* [Problem to solve]: Look below for the line holding "middle pip: (586, 403)" and the line holding "middle tip: (651, 373)". Transcribe exactly those lines and all lines between them, nothing more.

■ ■ ■ ■

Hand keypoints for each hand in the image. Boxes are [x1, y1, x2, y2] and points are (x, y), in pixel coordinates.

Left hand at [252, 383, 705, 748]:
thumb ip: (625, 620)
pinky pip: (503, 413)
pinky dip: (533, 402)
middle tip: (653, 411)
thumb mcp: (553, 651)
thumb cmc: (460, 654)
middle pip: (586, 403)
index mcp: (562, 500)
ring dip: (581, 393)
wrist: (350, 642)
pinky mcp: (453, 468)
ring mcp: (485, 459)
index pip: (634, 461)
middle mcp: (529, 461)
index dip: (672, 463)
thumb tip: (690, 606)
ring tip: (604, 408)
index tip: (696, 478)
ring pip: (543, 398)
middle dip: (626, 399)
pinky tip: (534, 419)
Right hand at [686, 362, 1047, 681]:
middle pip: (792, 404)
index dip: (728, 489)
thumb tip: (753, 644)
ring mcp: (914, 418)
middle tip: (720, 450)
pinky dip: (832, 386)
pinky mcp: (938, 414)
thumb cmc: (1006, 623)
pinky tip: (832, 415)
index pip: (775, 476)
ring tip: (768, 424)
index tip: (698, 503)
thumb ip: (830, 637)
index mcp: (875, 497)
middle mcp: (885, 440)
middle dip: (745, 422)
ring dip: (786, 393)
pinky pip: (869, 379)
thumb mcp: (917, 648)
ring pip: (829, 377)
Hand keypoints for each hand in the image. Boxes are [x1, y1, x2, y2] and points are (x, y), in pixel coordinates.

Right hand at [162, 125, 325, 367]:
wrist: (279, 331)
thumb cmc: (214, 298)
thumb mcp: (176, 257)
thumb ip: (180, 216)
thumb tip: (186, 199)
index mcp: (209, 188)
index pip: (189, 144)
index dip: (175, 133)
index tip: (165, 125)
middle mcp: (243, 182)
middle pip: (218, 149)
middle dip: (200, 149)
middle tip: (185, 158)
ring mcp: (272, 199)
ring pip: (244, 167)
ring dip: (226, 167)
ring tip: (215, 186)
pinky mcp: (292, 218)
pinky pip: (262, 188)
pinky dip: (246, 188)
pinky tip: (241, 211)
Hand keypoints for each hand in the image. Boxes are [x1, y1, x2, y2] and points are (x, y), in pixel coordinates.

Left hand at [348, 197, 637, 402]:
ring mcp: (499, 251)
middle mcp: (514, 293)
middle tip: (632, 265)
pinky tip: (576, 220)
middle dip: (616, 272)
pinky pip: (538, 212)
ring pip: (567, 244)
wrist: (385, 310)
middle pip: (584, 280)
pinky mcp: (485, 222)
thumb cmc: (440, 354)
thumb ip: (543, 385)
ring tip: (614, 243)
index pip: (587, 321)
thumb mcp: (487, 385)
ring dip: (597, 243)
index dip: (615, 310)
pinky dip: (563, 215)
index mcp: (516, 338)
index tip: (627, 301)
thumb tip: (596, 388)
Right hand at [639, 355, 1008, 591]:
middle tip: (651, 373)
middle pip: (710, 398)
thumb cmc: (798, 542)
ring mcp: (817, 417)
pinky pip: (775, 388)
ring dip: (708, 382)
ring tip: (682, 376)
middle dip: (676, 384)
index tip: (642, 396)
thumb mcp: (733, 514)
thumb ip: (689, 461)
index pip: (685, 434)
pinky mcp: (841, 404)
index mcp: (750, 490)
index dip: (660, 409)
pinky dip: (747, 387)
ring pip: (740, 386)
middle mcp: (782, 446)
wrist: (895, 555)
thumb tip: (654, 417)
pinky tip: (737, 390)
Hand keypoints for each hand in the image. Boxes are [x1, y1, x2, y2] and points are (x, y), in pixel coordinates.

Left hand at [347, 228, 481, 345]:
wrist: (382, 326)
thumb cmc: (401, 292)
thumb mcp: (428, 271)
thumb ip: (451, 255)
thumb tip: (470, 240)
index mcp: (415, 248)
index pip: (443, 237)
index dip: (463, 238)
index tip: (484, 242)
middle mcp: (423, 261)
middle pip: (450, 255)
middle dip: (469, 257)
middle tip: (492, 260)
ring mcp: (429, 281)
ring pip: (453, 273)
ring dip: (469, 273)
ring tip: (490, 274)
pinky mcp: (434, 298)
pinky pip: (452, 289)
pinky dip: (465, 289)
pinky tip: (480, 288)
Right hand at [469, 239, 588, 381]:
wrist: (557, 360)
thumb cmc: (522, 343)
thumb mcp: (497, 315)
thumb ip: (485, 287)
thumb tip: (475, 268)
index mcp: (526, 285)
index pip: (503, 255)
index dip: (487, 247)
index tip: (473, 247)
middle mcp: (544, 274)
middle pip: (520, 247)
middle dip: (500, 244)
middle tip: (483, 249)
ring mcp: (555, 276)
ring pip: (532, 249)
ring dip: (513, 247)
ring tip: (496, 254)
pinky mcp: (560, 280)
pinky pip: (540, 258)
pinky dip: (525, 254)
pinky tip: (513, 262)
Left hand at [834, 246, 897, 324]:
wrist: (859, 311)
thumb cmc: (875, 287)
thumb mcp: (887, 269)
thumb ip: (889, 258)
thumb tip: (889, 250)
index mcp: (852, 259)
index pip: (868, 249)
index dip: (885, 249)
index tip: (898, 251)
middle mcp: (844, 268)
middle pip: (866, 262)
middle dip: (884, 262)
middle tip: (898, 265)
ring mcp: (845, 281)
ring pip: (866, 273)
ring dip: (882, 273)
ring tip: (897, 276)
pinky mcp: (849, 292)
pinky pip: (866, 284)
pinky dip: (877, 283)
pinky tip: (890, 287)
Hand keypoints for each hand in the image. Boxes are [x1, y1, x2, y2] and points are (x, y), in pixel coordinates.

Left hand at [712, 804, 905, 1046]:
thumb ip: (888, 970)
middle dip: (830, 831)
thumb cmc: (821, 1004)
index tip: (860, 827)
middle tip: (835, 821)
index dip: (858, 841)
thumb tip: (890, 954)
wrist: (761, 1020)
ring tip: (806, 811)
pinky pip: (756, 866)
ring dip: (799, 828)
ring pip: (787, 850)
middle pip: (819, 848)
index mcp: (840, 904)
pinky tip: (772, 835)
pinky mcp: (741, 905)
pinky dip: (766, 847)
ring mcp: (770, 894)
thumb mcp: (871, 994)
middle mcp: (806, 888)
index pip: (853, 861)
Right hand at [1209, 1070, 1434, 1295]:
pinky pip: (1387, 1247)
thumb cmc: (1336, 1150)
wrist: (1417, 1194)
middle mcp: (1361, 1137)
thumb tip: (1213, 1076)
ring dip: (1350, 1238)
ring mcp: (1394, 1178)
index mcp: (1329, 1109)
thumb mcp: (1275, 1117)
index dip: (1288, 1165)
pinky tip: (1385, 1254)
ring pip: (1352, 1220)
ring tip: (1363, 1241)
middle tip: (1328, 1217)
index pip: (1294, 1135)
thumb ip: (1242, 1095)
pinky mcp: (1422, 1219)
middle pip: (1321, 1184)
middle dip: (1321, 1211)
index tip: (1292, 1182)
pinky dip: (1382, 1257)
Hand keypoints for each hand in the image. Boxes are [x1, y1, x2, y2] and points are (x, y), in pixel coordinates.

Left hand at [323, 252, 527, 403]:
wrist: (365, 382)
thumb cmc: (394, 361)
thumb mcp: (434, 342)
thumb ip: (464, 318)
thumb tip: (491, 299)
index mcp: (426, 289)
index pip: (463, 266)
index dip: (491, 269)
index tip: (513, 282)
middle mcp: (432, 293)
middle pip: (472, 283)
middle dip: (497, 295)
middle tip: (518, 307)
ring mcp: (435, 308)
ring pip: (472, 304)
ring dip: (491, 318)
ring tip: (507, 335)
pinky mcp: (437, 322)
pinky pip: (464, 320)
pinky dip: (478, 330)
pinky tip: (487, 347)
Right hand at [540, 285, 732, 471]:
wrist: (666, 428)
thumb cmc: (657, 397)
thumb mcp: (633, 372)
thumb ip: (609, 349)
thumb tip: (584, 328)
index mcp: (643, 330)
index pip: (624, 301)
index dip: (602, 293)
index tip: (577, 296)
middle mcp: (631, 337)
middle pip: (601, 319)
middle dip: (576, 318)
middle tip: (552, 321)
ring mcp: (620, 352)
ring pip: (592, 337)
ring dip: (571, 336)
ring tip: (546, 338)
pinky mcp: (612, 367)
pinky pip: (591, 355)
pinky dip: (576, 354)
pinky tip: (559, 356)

■ ■ ■ ■

* [Written answer]:
middle pip: (586, 403)
index mcp: (562, 500)
ring dip: (581, 393)
wrist: (350, 642)
pinky mcp: (453, 468)
ring mcp: (485, 459)
index pip: (634, 461)
middle mcp: (529, 461)
index dip: (672, 463)
thumb tip: (690, 606)
ring tip: (604, 408)
index tip: (696, 478)
ring pip: (543, 398)
middle dip: (626, 399)
pinky tip: (534, 419)
Right hand at [686, 362, 1047, 681]:
middle pip: (792, 404)
index dip: (728, 489)
thumb tip: (753, 644)
ring mcp: (914, 418)
middle tip: (720, 450)
pinky dip: (832, 386)
pinky mcp: (938, 414)
thumb cmc: (1006, 623)
pinky tip: (832, 415)
index pip: (775, 476)
ring tip: (768, 424)
index tip: (698, 503)
thumb ip: (830, 637)
index mcp: (875, 497)
middle mcp: (885, 440)
middle dip: (745, 422)
ring dip: (786, 393)
pinky pip: (869, 379)
thumb mcp: (917, 648)
ring pip: (829, 377)
Hand keypoints for each hand in the image. Boxes are [x1, y1, x2, y2] and points are (x, y), in pixel coordinates.

Right hand at [162, 125, 325, 367]:
wrist: (279, 331)
thumb cmc: (214, 298)
thumb mcp: (176, 257)
thumb ip: (180, 216)
thumb tip: (186, 199)
index mcp: (209, 188)
index pip: (189, 144)
index dip: (175, 133)
index tip: (165, 125)
middle mcp: (243, 182)
middle pip: (218, 149)
middle dip: (200, 149)
middle tip: (185, 158)
ring mcp: (272, 199)
ring pip: (244, 167)
ring dip: (226, 167)
ring tip: (215, 186)
pinky mcp: (292, 218)
pinky pip: (262, 188)
pinky dip: (246, 188)
pinky tip: (241, 211)
Hand keypoints for each hand in the image. Boxes are [x1, y1, x2, y2] and points are (x, y), in pixel coordinates.

Left hand at [348, 197, 637, 402]:
ring mcp: (499, 251)
middle mcp: (514, 293)
middle tip: (632, 265)
pinky tip: (576, 220)
middle dip: (616, 272)
pinky pip: (538, 212)
ring pip: (567, 244)
wrist: (385, 310)
middle pip: (584, 280)
pinky mcp: (485, 222)
thumb cmc: (440, 354)
thumb ip: (543, 385)
ring tip: (614, 243)
index pip: (587, 321)
thumb mcp: (487, 385)
ring dip: (597, 243)
index dip: (615, 310)
pinky dip: (563, 215)
index mcp: (516, 338)
index tip: (627, 301)
thumb tip: (596, 388)
Right hand at [639, 355, 1008, 591]:
middle tip: (651, 373)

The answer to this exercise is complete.